ESI Group: FY 2019 Results: Improved Global Financial Performance

1 New IFRS 16 - Leases, applicable to financial years commencing on or after January 1, 2019

As a pioneer in virtual prototyping solutions and a key player in industrial digital transformation, ESI Group empowers manufacturers to navigate increasing complexity by replacing real tests and prototypes with highly accurate, predictive and representational virtual prototypes. ESI Group’s software solutions are built from decades of global expertise in physics of materials, essential to the creation of authentic virtual prototypes and to the anticipation of asset performance in-service. ESI’s customers are an enviable list of industry leaders worldwide, who benefit from enhanced innovation, competitiveness, performance and productivity thanks to ESI Group’s most innovative solutions.

Improved financial results

As a reminder, full year sales increased +7.8% to €146.2 million (+5.6% cer), driven by an 8.4% growth in software license activity yielding stronger business recurrence. This topline growth has a positive impact on financial performance as the Group maintained control of the costs.

Gross margin improvement

Gross margin rose to €107.4 million (up 10,1% improving by +1.5 points to 73.4% vs. 71.9%). This increase was driven by the rise in Licensing gross margin to 86.2% (vs. 84.5% in proforma 2018) and the increasing proportion of License sales in the revenue mix.

Lower growth in other operational costs

The Group maintained its efforts to control other operational expenses (+5.6%, +€5.2m) to support overall revenue increase and long-term development. Note that €1.5m of the €5.2m cost increase is linked to exchange rate (4.0% cer).

These operational expenses break down as follows:

- Sales & Marketing: remains nearly stable as a ratio of total sales, 30.3% (vs 31.0%).

- R&D costs: remains stable in absolute terms, reaching €31.7 million (vs. €31.3 million) after considering the Research Tax Credit (CIR) and capitalization of development costs. These expenses now represent 27.4% of Licensing revenue (vs. 29.2%).

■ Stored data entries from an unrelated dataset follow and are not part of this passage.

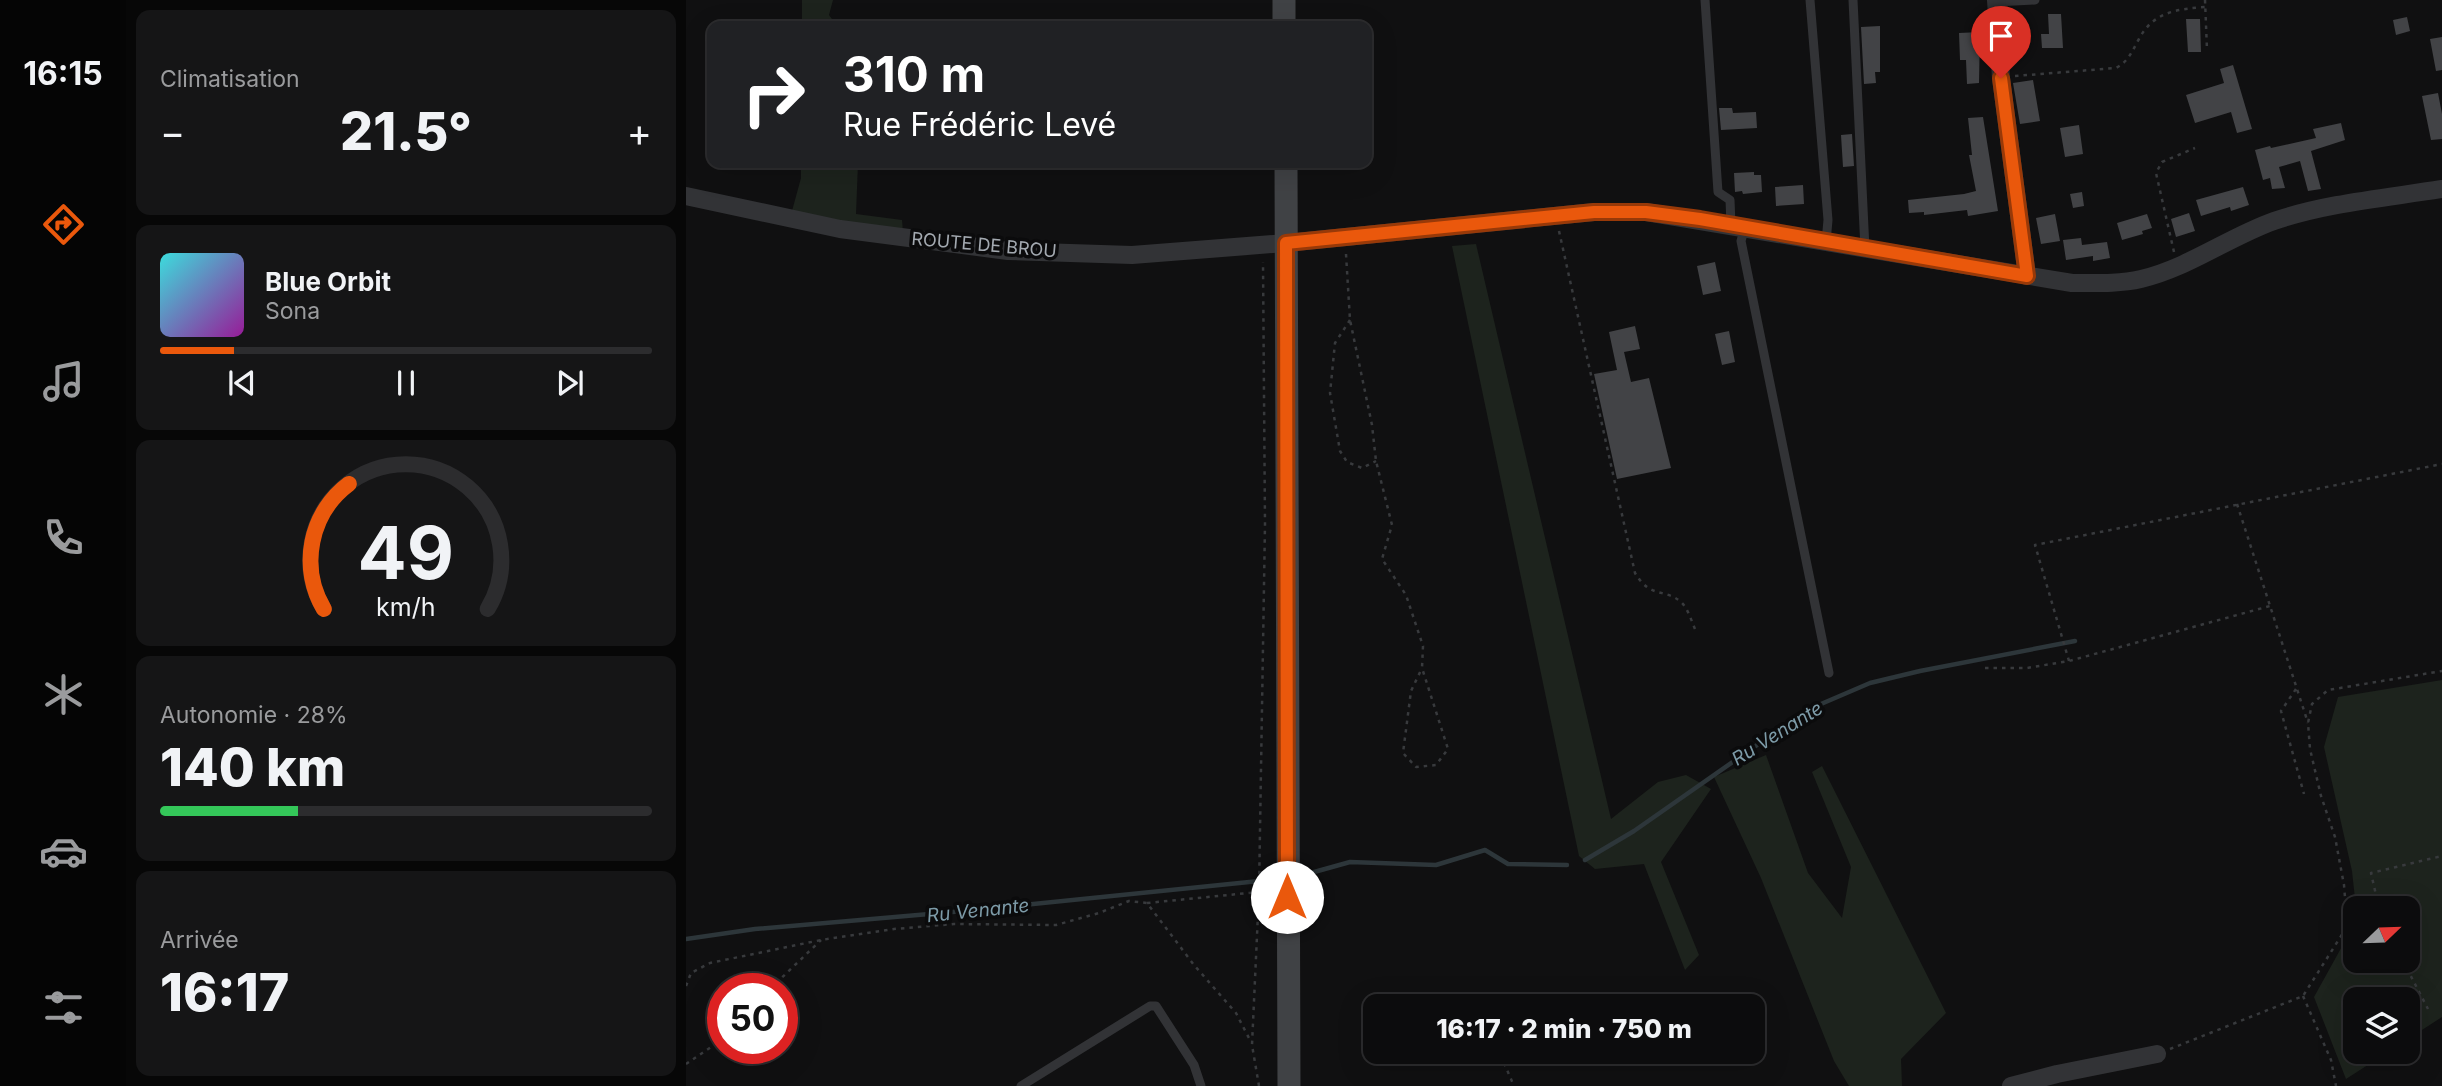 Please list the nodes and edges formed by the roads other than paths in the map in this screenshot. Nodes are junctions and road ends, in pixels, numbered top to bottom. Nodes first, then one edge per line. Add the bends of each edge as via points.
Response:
1 (1284, 0) edge
2 (1705, 0) edge
3 (1810, 0) edge
4 (1853, 0) edge
5 (2035, 0) edge
6 (1996, 1) edge
7 (1284, 21) edge
8 (1286, 168) edge
9 (2442, 189) edge
10 (686, 195) edge
11 (1738, 226) junction
12 (1826, 242) junction
13 (1286, 243) junction
14 (1865, 249) junction
15 (2027, 276) junction
16 (1829, 673) dead end
17 (2157, 1054) road end
18 (1021, 1086) edge
19 (1201, 1086) edge
20 (1289, 1086) edge
21 (2011, 1086) edge

1 - 7 main road
2 - 11 lane via 1718,192 1730,200
3 - 12 lane
4 - 14 lane
5 - 6 lane
6 - 15 street via 2001,78
8 - 13 main road
9 - 15 street, ROUTE DE BROU via 2272,222 2141,279 2072,283
10 - 13 street, ROUTE DE BROU via 840,229 1008,251 1132,254
11 - 12 street, ROUTE DE BROU
11 - 13 street, ROUTE DE BROU via 1646,212 1594,212
11 - 16 lane
12 - 14 street, ROUTE DE BROU
13 - 20 main road
14 - 15 street, ROUTE DE BROU
17 - 21 street
18 - 19 lane via 1156,1006 1194,1065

- General & Administration: increased by €2.6m €23.2m vs. €20.6m, partly due to some exceptional expenses.

Improved profitability

EBITDA (before IFRS 16) increased to €12.3 million (vs. €8.1 million), now 8.4% of total sales (vs. 6.0%). EBIT (before IFRS 16) rose to €8.3 million (vs. €3.6 million), now 5.7% of total sales.

Cash position

The Group's available cash position rose to €20.2 million at December 31, 2019 (vs. €12.4m end of December 2018).

Financial debt reached €49.6 million (vs. €51.6 million) and Net debt decreased to €29.4 million (vs. €39.2 million). Gearing (net debt to equity) was 34.4% (vs. 57.7%).

At 31 December 2019, ESI Group held 6.3% of its capital in "treasury" shares.

Stronger business collaboration based on sharpened value proposition on a handful of priority industries and solutions

2019 was a year of dynamic business development worldwide, driven by engagements with global industry leaders, whether long-term customers or accounts that have recently surfaced as strategic partners.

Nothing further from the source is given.